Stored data
↓
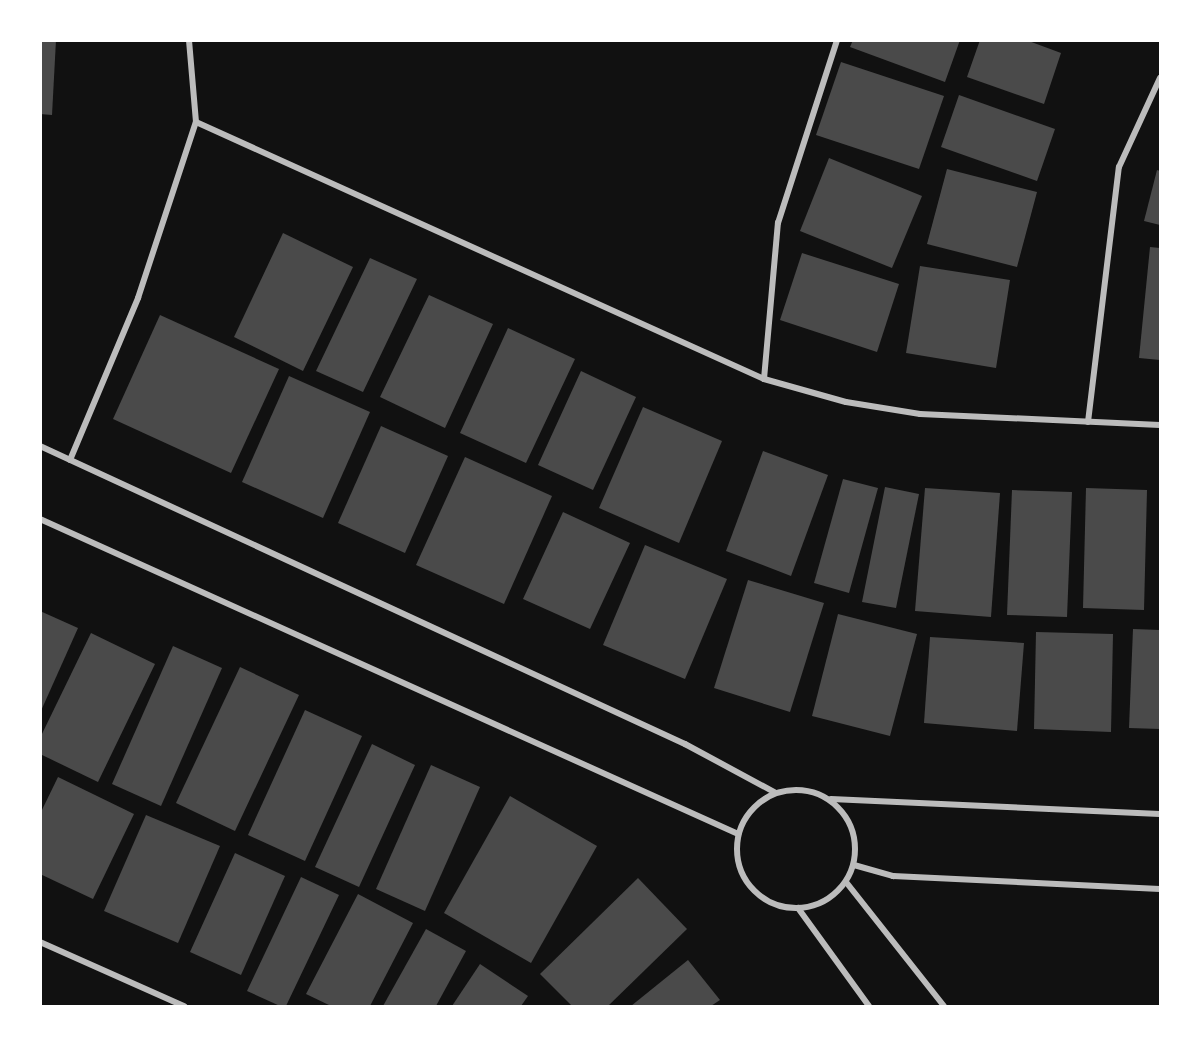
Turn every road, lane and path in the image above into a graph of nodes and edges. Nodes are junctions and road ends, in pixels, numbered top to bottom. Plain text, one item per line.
1 (189, 40) edge
2 (837, 40) edge
3 (1161, 78) edge
4 (195, 122) junction
5 (764, 379) junction
6 (1088, 422) junction
7 (1161, 425) edge
8 (40, 446) edge
9 (70, 460) junction
10 (40, 519) edge
11 (776, 793) junction
12 (831, 799) junction
13 (1161, 814) edge
14 (738, 834) junction
15 (854, 865) junction
16 (846, 882) junction
17 (1161, 889) edge
18 (798, 908) junction
19 (40, 942) edge
20 (184, 1006) edge
21 (869, 1006) edge
22 (944, 1006) edge

1 - 4 street
2 - 5 street
3 - 6 street
4 - 5 street
4 - 9 street
5 - 6 street
6 - 7 street
8 - 9 street
9 - 11 street
10 - 14 street
11 - 12 street
11 - 14 street
12 - 13 street
12 - 15 street
14 - 18 street
15 - 16 street
15 - 17 street
16 - 18 street
16 - 22 street
18 - 21 street
19 - 20 street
↑
● What you are asked to do
A verbatim copy of the records above, without pictures, is required.

● Finished exercise
Turn every road, lane and path in the image above into a graph of nodes and edges. Nodes are junctions and road ends, in pixels, numbered top to bottom. Plain text, one item per line.
1 (189, 40) edge
2 (837, 40) edge
3 (1161, 78) edge
4 (195, 122) junction
5 (764, 379) junction
6 (1088, 422) junction
7 (1161, 425) edge
8 (40, 446) edge
9 (70, 460) junction
10 (40, 519) edge
11 (776, 793) junction
12 (831, 799) junction
13 (1161, 814) edge
14 (738, 834) junction
15 (854, 865) junction
16 (846, 882) junction
17 (1161, 889) edge
18 (798, 908) junction
19 (40, 942) edge
20 (184, 1006) edge
21 (869, 1006) edge
22 (944, 1006) edge

1 - 4 street
2 - 5 street
3 - 6 street
4 - 5 street
4 - 9 street
5 - 6 street
6 - 7 street
8 - 9 street
9 - 11 street
10 - 14 street
11 - 12 street
11 - 14 street
12 - 13 street
12 - 15 street
14 - 18 street
15 - 16 street
15 - 17 street
16 - 18 street
16 - 22 street
18 - 21 street
19 - 20 street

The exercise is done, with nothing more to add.